The former RBI Governor further stated that “our future lies in strengthening our liberal democracy and its institutions, not weakening them, and this is in fact essential for our growth.”
Explaining why majority authoritarianism must be defeated, he said any attempt to “make second-class citizens out of a large minority will divide the country and create internal resentment.”
It will also make the country vulnerable to foreign interference, Rajan added.
Referring to the current crisis in Sri Lanka, he said the island nation saw the “consequences when a country’s politicians try to deflect from the failure to create jobs by attacking a minority”.
It doesn’t lead to anything good, he said.
Liberalism was not a religion in its own right and the essence of every major religion was to seek out what is good in everyone, which in many ways was also the essence of liberal democracy, Rajan said. .
Saying that India’s slow growth was not only due to the COVID-19 pandemic, Rajan said the country’s underperformance preceded it.
“Indeed, for about a decade, probably since the start of the global financial crisis, we have not been doing as well as we could have. The main measure of this underperformance is our failure to create the good jobs that our young people need,” the former RBI Governor said.
Citing the strident protests against the Centre’s Agniveer military recruitment programme, Rajan said it suggested how hungry young people were for jobs.
“Some time ago you saw 12.5 million applicants for 35,000 railway jobs. This is particularly worrying when India is experiencing a shortage of jobs, even though so many women are out of work. outside the home. Female labor force participation in India is among the lowest in the G-20 at 20.3% as in 2019,” he pointed out.
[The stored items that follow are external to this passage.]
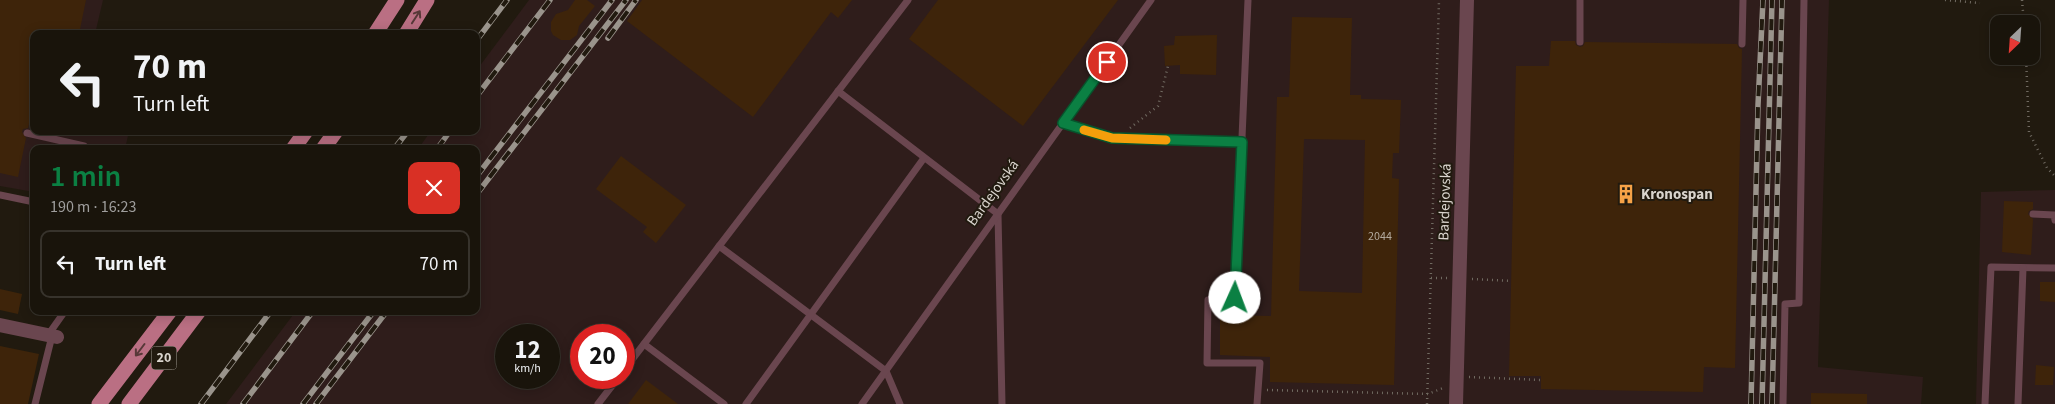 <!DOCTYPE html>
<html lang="en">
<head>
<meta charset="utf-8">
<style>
	body { margin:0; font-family:"Source Sans 3",sans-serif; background:#262119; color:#f1f3f6; height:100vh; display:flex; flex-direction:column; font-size:19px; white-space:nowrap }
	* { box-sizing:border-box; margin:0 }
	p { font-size:16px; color:#9f9e9d }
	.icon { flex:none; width:28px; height:28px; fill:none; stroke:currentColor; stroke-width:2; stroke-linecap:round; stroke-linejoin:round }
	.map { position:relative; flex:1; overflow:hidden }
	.panel { position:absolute; left:30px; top:145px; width:450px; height:170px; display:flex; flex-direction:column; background:#19140b; border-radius:10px; box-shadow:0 2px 12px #0003,0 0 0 1px #37332c }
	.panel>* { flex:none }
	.guide { position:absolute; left:30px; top:30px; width:450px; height:105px; border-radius:10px; box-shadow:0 2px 12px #0003,0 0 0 1px #37332c; background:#19140b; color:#f1f3f6; overflow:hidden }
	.needle { width:32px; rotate:205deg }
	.controls { position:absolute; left:1990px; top:15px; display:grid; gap:10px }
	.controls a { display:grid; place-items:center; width:50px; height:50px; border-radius:10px; background:#19140b; box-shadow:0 2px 12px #0003,0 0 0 1px #37332c; font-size:25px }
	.speed { position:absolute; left:495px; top:324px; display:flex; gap:10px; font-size:25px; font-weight:700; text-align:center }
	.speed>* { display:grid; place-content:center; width:65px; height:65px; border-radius:50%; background:#19140b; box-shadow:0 2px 12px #0003,0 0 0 1px #37332c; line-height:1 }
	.speed small { font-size:12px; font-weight:400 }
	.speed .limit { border:8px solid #d22; background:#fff; color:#111 }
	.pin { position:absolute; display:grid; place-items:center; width:42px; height:42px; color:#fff; margin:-21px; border:2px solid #fff; border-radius:50%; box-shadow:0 1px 5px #0007 }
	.me { position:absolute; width:55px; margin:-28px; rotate:2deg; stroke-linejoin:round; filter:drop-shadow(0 0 4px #0008) }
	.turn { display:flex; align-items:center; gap:18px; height:105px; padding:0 20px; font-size:22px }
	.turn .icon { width:65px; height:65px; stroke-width:2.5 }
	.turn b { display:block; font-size:35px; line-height:42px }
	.round { display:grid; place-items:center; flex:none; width:52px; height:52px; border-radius:10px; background:#262119 }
	.summary { display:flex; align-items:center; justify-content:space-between; height:85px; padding:0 20px }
	h1 { font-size:30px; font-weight:600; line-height:38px; color:#0b8043 }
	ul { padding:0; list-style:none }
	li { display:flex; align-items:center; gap:15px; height:68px; margin:0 10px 8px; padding:0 10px; border:2px solid #37332c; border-radius:10px }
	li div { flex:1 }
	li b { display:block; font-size:19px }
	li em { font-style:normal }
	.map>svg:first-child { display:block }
	.industrial { fill:#2f1d1b; fill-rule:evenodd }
	.building { fill:#3e240a; fill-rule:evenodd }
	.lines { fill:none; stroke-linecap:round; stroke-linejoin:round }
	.path { stroke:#706a61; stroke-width:2.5; stroke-dasharray:1 4; stroke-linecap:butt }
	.lane { stroke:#6a464f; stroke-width:7 }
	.street { stroke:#6a464f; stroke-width:14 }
	.primary { stroke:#ba6f83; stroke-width:15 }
	.rail-casing { stroke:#9a948c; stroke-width:5.5 }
	.rail { stroke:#211a0f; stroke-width:4; stroke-dasharray:11; stroke-linecap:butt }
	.oneway { stroke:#573838 }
	.route-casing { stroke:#07532c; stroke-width:12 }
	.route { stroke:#0b8043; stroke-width:9 }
	.slow { stroke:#f59e0b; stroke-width:9 }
	.labels { text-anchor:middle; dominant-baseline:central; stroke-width:4; stroke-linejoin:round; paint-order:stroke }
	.number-label { font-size:12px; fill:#b2a89c }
	.shield { fill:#211a0f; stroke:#a29c94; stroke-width:1 }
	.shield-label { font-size:14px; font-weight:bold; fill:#d9d4cd }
	.street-label { font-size:15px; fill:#d9d4cd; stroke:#211a0f }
	.poi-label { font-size:15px; font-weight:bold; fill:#d9d4cd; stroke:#211a0f; text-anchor:start }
</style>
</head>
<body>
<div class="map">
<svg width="2055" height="404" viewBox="0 0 2055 404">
	<rect width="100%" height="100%" fill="#211a0f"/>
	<g class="industrial">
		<polygon points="0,0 103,0 95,34 34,34 34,131 129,131 125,149 34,149 34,192 0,186"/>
		<path d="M 529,0 L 1829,0 L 1818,367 L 1923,377 L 1921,404 L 226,404 L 296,311 L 476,311 L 476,149 L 418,149 L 431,131 L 476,131 L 476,71 ZM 506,335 L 549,335 L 549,378 L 506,378 ZM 581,335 L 624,335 L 624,378 L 581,378 Z"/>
		<polygon points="2055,190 2055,404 1976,404 1981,192"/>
	</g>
	<g class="building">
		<polygon points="0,0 86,0 79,34 34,34 34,102 28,128 23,129 22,132 26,138 18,177 0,173"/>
		<polygon points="575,0 587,0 595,6 579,26 577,35 570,40 561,40 553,35 551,31 551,22 556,14 568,10"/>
		<polygon points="642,0 852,0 838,18 831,12 753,117 627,21"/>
		<polygon points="938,0 1118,0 1023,126 909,39"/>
		<path d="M 1292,17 L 1352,18 L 1350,95 L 1361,95 L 1361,99 L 1401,100 L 1399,153 L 1393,153 L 1392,178 L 1399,179 L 1394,385 L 1270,382 L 1270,357 L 1220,355 L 1220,315 L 1271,316 L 1277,97 L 1289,97 ZM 1304,139 L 1365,140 L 1362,293 L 1299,291 Z"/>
		<polygon points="1217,35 1216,75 1180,74 1180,65 1165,66 1164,46 1174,45 1175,36"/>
		<polygon points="1551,41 1575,41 1576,45 1580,47 1583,46 1585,42 1737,44 1739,48 1742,49 1735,368 1704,367 1703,392 1541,389 1541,376 1509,376 1516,66 1549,66"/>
		<polygon points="621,156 686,205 656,243 643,232 647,227 596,189"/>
		<polygon points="2004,201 2033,202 2033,209 2029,211 2028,214 2033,219 2031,255 2002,252"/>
		<polygon points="2040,282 2055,282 2055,302 2040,301"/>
		<polygon points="0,289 22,294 18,314 0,310"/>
		<polygon points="0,346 39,354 28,404 0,404"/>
		<polygon points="2036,365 2054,367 2053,385 2035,385"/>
		<polygon points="646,380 678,404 628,404"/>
		<polygon points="1811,393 1867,394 1867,404 1811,404"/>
	</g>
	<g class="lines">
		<g class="path">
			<polyline points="1945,0 1980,3"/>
			<polyline points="2022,0 2024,24"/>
			<polyline points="2026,56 2029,132 2047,168 2055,176"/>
			<polyline points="1130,128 1158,106 1168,66"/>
			<polyline points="1431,278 1447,278"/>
			<polyline points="1472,279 1511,281"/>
			<polyline points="1469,377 1541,380"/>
			<polyline points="1267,390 1428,394 1443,388"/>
			<polyline points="1427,404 1439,0"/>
		</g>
		<g class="lane">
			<polyline points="1248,0 1235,298 1208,300 1207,363 1260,363 1257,404"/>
			<polyline points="1580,0 1580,42"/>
			<polyline points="1742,44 1743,0"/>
			<polyline points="838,91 998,214 1002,404"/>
			<polyline points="1063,123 1112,138 1242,142"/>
			<polyline points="27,133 84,146 83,149"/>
			<polyline points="0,195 34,202"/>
			<polyline points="2033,214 2054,215 2055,220"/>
			<polyline points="719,246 886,371 900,404"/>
			<polyline points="48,335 65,311"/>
			<polyline points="644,344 724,404"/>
			<polyline points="624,370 908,0"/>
			<polyline points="35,404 52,336"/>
			<polyline points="598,404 618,378"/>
			<polyline points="746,404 924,158"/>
			<polyline points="862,404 1151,0"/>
			<polyline points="1783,404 1785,304 1799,303 1804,0"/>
			<polyline points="1985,404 1991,267 2055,268"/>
			<polyline points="2018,404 2023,268"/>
		</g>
		<g class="street">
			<polyline points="0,325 57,337"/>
			<polyline points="1456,404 1467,0"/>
		</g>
		<g class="primary">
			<polyline points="375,34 397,0"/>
			<polyline points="406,34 427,0"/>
			<polyline points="293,149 306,131"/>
			<polyline points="323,149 336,131"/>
			<polyline points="99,404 170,311"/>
			<polyline points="129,404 199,311"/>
		</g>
		<defs>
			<g id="rail">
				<polyline points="608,38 636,0"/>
				<polyline points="476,41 507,0"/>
				<polyline points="476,97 550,0"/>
				<polyline points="394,149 408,131"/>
				<polyline points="437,149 450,131"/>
				<polyline points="476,177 612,0"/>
				<polyline points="476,195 626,0"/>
				<polyline points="201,404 271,311"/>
				<polyline points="243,404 313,311"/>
				<polyline points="303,404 374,311"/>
				<polyline points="316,404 387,311"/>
				<polyline points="1751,404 1758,105 1763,0"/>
				<polyline points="1762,404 1772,0"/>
				<polyline points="1772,404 1782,0"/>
			</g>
		</defs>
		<use href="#rail" class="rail-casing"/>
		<use href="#rail" class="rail"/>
	</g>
	<defs><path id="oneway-shaft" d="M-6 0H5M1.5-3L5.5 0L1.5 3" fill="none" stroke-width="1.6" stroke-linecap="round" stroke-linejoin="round" transform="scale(1.25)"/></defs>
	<g class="oneway">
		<use href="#oneway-shaft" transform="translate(416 17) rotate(-57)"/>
		<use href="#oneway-shaft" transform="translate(140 350) rotate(127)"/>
	</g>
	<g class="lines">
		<defs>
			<polyline id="route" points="1107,62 1063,123 1112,138 1242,142 1235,298"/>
		</defs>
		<use href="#route" class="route-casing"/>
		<use href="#route" class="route"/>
		<polyline class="slow" points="1084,130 1112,138 1166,140"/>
	</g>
	<defs>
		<symbol id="building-bare" viewBox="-9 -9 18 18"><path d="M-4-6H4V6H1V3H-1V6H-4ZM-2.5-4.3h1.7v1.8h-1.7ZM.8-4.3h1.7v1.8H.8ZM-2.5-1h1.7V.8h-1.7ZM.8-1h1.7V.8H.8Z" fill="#f6a247" stroke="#211a0f" stroke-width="2.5" paint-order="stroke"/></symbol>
	</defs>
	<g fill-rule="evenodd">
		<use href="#building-bare" x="1612" y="180" width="28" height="28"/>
	</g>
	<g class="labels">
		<g class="number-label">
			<text x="1380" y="236">2044</text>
		</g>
		<rect class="shield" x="151.5" y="346.5" width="25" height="23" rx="4"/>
		<g class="shield-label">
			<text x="164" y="358">20</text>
		</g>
		<g class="street-label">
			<text transform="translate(993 193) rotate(-54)">Bardejovská</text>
			<text transform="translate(1445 202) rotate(-88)">Bardejovská</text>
		</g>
		<g class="poi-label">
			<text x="1641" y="194">Kronospan</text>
		</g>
	</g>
</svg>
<div class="controls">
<a><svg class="needle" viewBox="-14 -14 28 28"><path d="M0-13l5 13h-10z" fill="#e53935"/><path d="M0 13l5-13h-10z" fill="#9f9e9d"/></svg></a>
</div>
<div class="speed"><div>12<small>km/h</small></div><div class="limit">20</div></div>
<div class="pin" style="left:1107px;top:62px;background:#d93025"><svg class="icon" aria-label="arrive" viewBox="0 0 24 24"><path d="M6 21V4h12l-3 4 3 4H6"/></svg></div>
<svg class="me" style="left:1235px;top:298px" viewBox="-20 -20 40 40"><circle r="19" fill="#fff"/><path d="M0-13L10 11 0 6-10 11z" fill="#0b8043"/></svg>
<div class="guide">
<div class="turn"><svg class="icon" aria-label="left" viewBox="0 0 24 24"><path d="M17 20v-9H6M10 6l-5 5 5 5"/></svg><div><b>70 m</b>Turn left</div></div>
</div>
<section class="panel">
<div class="summary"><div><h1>1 min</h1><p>190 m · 16:23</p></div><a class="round" style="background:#d93025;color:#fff"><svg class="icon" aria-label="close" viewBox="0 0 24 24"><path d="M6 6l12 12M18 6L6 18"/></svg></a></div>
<ul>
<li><svg class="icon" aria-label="left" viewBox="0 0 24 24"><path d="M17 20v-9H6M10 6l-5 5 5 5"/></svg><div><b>Turn left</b></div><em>70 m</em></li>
</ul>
</section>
</div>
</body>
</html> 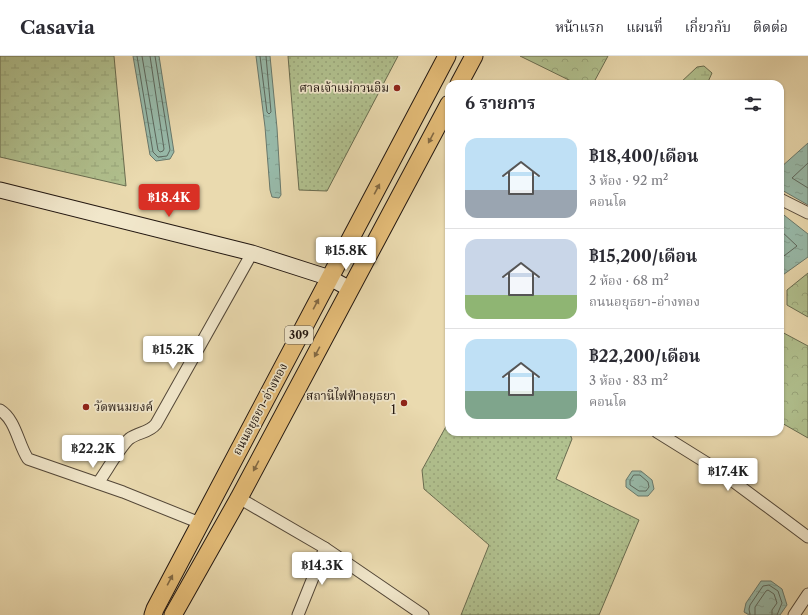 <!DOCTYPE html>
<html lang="th">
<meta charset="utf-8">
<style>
body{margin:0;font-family:"Libre Caslon Text","Noto Serif Thai",serif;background:#f7f7f7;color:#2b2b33;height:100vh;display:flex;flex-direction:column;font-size:15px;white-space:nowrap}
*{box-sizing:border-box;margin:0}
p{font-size:13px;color:#7c7c81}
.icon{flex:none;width:22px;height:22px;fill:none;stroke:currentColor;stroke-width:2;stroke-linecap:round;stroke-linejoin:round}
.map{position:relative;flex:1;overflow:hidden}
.sheet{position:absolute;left:445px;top:24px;width:339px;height:356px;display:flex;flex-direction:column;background:#fff;border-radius:12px;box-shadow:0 1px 3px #0004}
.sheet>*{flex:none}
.price{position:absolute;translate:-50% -34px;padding:0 9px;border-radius:4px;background:#fff;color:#222;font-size:13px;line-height:26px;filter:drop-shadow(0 1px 2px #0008)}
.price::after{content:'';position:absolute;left:50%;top:24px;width:12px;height:9px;margin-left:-6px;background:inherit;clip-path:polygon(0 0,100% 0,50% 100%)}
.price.selected{background:#d93025;color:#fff}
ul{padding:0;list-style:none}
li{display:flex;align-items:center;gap:12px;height:100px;padding:0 20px}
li+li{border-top:1px solid #e1e1e2}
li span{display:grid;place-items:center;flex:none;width:112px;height:80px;border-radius:12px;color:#555}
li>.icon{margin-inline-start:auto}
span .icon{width:48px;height:48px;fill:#fffc;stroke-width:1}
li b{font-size:17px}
h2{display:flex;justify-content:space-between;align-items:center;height:48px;padding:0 20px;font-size:17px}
header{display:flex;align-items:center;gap:24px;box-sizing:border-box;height:56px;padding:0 20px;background:#fff;border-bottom:1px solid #e1e1e2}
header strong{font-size:19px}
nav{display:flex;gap:22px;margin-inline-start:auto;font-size:14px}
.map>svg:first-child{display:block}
</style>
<header>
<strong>Casavia</strong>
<nav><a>หน้าแรก</a><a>แผนที่</a><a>เกี่ยวกับ</a><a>ติดต่อ</a></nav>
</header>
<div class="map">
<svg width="808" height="559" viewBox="0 0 808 559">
<defs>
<pattern id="grass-dots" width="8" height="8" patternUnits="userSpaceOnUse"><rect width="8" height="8" fill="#b1c18f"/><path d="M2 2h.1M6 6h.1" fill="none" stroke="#98a57a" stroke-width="1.8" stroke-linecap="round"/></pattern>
<pattern id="forest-crowns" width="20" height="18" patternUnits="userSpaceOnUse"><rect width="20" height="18" fill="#b1c18f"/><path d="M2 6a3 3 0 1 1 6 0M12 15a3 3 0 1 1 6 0" fill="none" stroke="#98a57a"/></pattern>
<pattern id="wetland-marsh" width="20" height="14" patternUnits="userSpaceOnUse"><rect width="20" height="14" fill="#b1c18f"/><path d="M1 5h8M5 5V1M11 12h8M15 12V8" fill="none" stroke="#98a57a"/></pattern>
<pattern id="water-ripples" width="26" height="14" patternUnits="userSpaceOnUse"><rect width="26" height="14" fill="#98bbab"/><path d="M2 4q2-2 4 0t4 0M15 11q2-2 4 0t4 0" fill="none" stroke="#83a092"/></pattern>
</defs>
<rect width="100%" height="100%" fill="#eadaaf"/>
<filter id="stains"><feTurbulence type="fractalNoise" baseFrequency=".005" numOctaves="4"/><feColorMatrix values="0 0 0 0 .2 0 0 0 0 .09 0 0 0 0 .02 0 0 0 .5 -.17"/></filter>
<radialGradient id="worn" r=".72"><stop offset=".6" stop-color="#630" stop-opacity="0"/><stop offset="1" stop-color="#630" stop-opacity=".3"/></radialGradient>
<g fill="url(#grass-dots)" stroke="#696c50">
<polygon points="288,0 398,0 327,135 299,134"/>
<polygon points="449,365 449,376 569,376 572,383 556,423 639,464 599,559 461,559 489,489 424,433 422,414"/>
</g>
<g fill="url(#forest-crowns)" stroke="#696c50">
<polygon points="520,0 608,0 594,26 589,28 577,28"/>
<polygon points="808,217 808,261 787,249 787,234"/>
<polygon points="780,275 808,290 808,382 780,366"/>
</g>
<g fill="url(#wetland-marsh)" stroke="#696c50">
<polygon points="0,0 114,0 126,130 0,101"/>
<polygon points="704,10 712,17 707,28 679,28 697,11"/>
</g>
<g fill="url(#water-ripples)" stroke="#68796d">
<polygon points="133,0 159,0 174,96 170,103 156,105 150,99"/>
<polygon points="256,0 270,0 277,72 281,139 279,142 272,141 270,134 265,71"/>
<polygon points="808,87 808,149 780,133 780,112"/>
<polygon points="780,156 808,178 808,201 780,221"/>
<polygon points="632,415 641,415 652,424 654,433 648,440 638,440 626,431 626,424"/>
<polygon points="761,525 771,525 782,533 787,549 780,559 749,559 744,556 746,547"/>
</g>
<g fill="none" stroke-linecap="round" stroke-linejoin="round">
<g stroke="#5c685e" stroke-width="1">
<polyline points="137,0 153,96 158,101 167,100 170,94 155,0"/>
<polyline points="142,0 158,94 160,96 163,95 164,93 150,0"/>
<polyline points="260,0 267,56 269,58 271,56 266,0"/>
<polyline points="808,107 792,122 808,132"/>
<polyline points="780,174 797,190 780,203"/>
<polygon points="634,419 640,419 648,426 649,431 646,435 639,435 630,429 630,425"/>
<polyline points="750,559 749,553 750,549 763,530 769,529 778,535 782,547 777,559"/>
<polyline points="755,559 755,551 766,535 768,534 774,538 777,547 772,554 772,559"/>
</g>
<defs>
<g id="street">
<polyline points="780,143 808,157"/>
<path d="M 0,354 C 16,364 18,388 28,403 L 123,436 L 200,467"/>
<polyline points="657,376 718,414 808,481"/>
<path d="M 98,427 C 106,416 120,391 129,383 C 138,376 149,377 156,368 L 252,197"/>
<polyline points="239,442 325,492 423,559"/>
<polyline points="298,559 325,492"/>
<polyline points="794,559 808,538"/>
</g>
<polyline id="secondary" points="0,134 252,197 330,222 350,233"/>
<g id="primary">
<polyline points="459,28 474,0"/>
<polyline points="153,559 155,553 447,0"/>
<polyline points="173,559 239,442 449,48"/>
</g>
</defs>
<use href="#street" stroke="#534738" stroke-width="13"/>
<use href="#secondary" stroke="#211610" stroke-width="17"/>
<use href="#primary" stroke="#211610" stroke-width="19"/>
<use href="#street" stroke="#f1e7cb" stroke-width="11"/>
<use href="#secondary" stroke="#f1e7cb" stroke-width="15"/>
<use href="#primary" stroke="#e5bd78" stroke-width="17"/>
</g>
<defs><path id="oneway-solid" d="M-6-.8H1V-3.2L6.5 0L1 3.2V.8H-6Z"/></defs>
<g fill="#836a44">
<use href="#oneway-solid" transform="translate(431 82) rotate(118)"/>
<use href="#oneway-solid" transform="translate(377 133) rotate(-62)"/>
<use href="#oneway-solid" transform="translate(316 248) rotate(-62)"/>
<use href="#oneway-solid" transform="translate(317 296) rotate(118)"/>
<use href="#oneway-solid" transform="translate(256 410) rotate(118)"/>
<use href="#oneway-solid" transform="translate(170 524) rotate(-62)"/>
</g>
<g fill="#8f2418" stroke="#f1e7cb" stroke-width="1.5">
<circle cx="397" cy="32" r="4"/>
<circle cx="404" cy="347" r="4"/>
<circle cx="86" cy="351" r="4"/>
</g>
<g text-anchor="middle" stroke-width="3.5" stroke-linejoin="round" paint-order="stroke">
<rect fill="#f1e7cb" stroke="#5f5548" stroke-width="1" x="285" y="270" width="28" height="18" rx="3"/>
<g font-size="11" font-weight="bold" fill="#211610">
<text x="299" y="283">309</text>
</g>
<g font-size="12" fill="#211610" stroke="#f1e7cb" text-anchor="end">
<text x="389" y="36">ศาลเจ้าแม่กวนอิม</text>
<text x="396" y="344">สถานีไฟฟ้าอยุธยา<tspan x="396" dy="14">1</tspan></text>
<text x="94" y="355" text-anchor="start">วัดพนมยงค์</text>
</g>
<g font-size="12" fill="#211610" stroke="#f1e7cb">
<text transform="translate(260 353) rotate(-62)" y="4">ถนนอยุธยา-อ่างทอง</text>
</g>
</g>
<rect width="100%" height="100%" filter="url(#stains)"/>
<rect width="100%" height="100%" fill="url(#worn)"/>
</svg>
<b class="price selected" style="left:169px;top:162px">฿18.4K</b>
<b class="price" style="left:346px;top:215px">฿15.8K</b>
<b class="price" style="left:173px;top:314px">฿15.2K</b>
<b class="price" style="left:93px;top:413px">฿22.2K</b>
<b class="price" style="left:728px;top:436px">฿17.4K</b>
<b class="price" style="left:322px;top:530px">฿14.3K</b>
<section class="sheet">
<h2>6 รายการ<svg class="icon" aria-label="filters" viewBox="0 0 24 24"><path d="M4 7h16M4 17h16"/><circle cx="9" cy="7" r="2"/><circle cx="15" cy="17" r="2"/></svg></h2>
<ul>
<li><span style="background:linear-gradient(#bfe0f5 65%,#9aa5b1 0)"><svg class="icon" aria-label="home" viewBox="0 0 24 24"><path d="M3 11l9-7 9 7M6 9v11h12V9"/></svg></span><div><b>฿18,400/เดือน</b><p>3 ห้อง · 92 m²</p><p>คอนโด</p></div></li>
<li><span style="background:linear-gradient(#c9d6e8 70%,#8fb573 0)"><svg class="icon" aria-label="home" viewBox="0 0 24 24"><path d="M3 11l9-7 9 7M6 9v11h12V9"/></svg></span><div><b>฿15,200/เดือน</b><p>2 ห้อง · 68 m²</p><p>ถนนอยุธยา-อ่างทอง</p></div></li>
<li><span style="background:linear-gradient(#bfe0f5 65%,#7fa58c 0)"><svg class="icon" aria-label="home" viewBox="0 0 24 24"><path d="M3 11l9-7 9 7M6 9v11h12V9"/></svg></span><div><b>฿22,200/เดือน</b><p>3 ห้อง · 83 m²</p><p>คอนโด</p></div></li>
</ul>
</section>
</div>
Speaking about the “growth vision” of the current government under Prime Minister Narendra Modi, he said it hinges on the term “atmanirbhar” or self-reliance.
“Now, insofar as it emphasizes better connectivity, better logistics, better roads and devotes more resources to it, this (atmanirbhar’s vision) seems in a way a continuation of the last reformed decades. And that’s fine,” he said.
But, said the former RBI governor, in many ways a look at what ‘atmanirbhar’ is trying to achieve takes us back to an early and failed past where the focus was on physical capital and not about human capital, about protection and subsidies not liberalisation, about picking the favorites to win rather than letting the most capable succeed.
Claiming that there was a misplaced sense of priorities, Rajan said the nation was not spending enough on education, with tragic consequences.
“Many (children) who have not been to school for two years are dropping out. Their human capital, which is their and our most important asset in the years to come, is something that we neglect. fall by not devoting enough resources to remedial education,” Rajan said.